ACTION ITEM: Word for word, retype the records below.

THE INPUT:
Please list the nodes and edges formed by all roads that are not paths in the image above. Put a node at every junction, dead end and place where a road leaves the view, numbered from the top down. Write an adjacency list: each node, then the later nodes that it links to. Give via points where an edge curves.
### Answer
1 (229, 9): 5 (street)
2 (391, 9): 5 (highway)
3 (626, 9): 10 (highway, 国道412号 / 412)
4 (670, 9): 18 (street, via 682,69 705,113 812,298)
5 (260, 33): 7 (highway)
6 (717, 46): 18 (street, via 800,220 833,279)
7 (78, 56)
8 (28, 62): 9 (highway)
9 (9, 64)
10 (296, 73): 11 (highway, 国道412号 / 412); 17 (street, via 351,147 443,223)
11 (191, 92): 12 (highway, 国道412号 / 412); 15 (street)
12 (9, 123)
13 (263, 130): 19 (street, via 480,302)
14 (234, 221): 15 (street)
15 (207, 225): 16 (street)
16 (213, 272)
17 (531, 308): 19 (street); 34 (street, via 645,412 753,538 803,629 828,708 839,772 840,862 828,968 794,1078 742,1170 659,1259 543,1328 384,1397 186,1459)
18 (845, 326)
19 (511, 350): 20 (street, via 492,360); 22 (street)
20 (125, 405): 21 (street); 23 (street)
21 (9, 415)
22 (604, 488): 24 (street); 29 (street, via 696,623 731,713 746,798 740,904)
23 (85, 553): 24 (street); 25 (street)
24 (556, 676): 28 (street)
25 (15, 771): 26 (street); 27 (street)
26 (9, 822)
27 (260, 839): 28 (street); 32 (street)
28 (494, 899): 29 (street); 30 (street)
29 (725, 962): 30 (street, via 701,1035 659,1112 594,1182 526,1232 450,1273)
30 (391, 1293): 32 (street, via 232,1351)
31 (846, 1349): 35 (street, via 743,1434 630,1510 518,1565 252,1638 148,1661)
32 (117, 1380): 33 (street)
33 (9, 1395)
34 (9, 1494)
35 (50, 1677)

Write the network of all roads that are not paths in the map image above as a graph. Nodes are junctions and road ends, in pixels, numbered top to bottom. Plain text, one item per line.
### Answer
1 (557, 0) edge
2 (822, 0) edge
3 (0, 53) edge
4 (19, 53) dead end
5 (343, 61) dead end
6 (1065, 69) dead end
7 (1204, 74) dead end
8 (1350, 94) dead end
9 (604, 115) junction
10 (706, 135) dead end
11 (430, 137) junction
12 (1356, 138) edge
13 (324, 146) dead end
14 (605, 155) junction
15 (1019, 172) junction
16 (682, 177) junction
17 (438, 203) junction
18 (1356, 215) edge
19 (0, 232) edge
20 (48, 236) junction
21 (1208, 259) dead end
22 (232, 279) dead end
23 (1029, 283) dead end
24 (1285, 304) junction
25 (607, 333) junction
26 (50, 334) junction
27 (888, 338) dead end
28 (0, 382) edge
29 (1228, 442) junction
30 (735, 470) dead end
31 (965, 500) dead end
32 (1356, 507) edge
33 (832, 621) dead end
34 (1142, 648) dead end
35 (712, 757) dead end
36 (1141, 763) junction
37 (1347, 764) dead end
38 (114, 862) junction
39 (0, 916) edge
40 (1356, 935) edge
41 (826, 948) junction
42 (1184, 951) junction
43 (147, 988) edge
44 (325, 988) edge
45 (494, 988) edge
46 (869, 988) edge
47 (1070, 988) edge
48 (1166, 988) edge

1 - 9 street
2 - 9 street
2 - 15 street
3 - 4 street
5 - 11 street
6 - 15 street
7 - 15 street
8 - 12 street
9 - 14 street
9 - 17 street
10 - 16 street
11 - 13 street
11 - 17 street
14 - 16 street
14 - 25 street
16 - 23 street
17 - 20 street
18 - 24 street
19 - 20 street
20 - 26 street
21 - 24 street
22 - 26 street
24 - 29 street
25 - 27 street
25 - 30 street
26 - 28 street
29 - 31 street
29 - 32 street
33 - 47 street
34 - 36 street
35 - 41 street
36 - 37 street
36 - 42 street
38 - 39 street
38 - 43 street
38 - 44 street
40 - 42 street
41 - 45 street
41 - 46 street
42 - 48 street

SOLUTION TO THE PROBLEM:
Please list the nodes and edges formed by all roads that are not paths in the image above. Put a node at every junction, dead end and place where a road leaves the view, numbered from the top down. Write an adjacency list: each node, then the later nodes that it links to. Give via points where an edge curves.
### Answer
1 (229, 9): 5 (street)
2 (391, 9): 5 (highway)
3 (626, 9): 10 (highway, 国道412号 / 412)
4 (670, 9): 18 (street, via 682,69 705,113 812,298)
5 (260, 33): 7 (highway)
6 (717, 46): 18 (street, via 800,220 833,279)
7 (78, 56)
8 (28, 62): 9 (highway)
9 (9, 64)
10 (296, 73): 11 (highway, 国道412号 / 412); 17 (street, via 351,147 443,223)
11 (191, 92): 12 (highway, 国道412号 / 412); 15 (street)
12 (9, 123)
13 (263, 130): 19 (street, via 480,302)
14 (234, 221): 15 (street)
15 (207, 225): 16 (street)
16 (213, 272)
17 (531, 308): 19 (street); 34 (street, via 645,412 753,538 803,629 828,708 839,772 840,862 828,968 794,1078 742,1170 659,1259 543,1328 384,1397 186,1459)
18 (845, 326)
19 (511, 350): 20 (street, via 492,360); 22 (street)
20 (125, 405): 21 (street); 23 (street)
21 (9, 415)
22 (604, 488): 24 (street); 29 (street, via 696,623 731,713 746,798 740,904)
23 (85, 553): 24 (street); 25 (street)
24 (556, 676): 28 (street)
25 (15, 771): 26 (street); 27 (street)
26 (9, 822)
27 (260, 839): 28 (street); 32 (street)
28 (494, 899): 29 (street); 30 (street)
29 (725, 962): 30 (street, via 701,1035 659,1112 594,1182 526,1232 450,1273)
30 (391, 1293): 32 (street, via 232,1351)
31 (846, 1349): 35 (street, via 743,1434 630,1510 518,1565 252,1638 148,1661)
32 (117, 1380): 33 (street)
33 (9, 1395)
34 (9, 1494)
35 (50, 1677)

Write the network of all roads that are not paths in the map image above as a graph. Nodes are junctions and road ends, in pixels, numbered top to bottom. Plain text, one item per line.
### Answer
1 (557, 0) edge
2 (822, 0) edge
3 (0, 53) edge
4 (19, 53) dead end
5 (343, 61) dead end
6 (1065, 69) dead end
7 (1204, 74) dead end
8 (1350, 94) dead end
9 (604, 115) junction
10 (706, 135) dead end
11 (430, 137) junction
12 (1356, 138) edge
13 (324, 146) dead end
14 (605, 155) junction
15 (1019, 172) junction
16 (682, 177) junction
17 (438, 203) junction
18 (1356, 215) edge
19 (0, 232) edge
20 (48, 236) junction
21 (1208, 259) dead end
22 (232, 279) dead end
23 (1029, 283) dead end
24 (1285, 304) junction
25 (607, 333) junction
26 (50, 334) junction
27 (888, 338) dead end
28 (0, 382) edge
29 (1228, 442) junction
30 (735, 470) dead end
31 (965, 500) dead end
32 (1356, 507) edge
33 (832, 621) dead end
34 (1142, 648) dead end
35 (712, 757) dead end
36 (1141, 763) junction
37 (1347, 764) dead end
38 (114, 862) junction
39 (0, 916) edge
40 (1356, 935) edge
41 (826, 948) junction
42 (1184, 951) junction
43 (147, 988) edge
44 (325, 988) edge
45 (494, 988) edge
46 (869, 988) edge
47 (1070, 988) edge
48 (1166, 988) edge

1 - 9 street
2 - 9 street
2 - 15 street
3 - 4 street
5 - 11 street
6 - 15 street
7 - 15 street
8 - 12 street
9 - 14 street
9 - 17 street
10 - 16 street
11 - 13 street
11 - 17 street
14 - 16 street
14 - 25 street
16 - 23 street
17 - 20 street
18 - 24 street
19 - 20 street
20 - 26 street
21 - 24 street
22 - 26 street
24 - 29 street
25 - 27 street
25 - 30 street
26 - 28 street
29 - 31 street
29 - 32 street
33 - 47 street
34 - 36 street
35 - 41 street
36 - 37 street
36 - 42 street
38 - 39 street
38 - 43 street
38 - 44 street
40 - 42 street
41 - 45 street
41 - 46 street
42 - 48 street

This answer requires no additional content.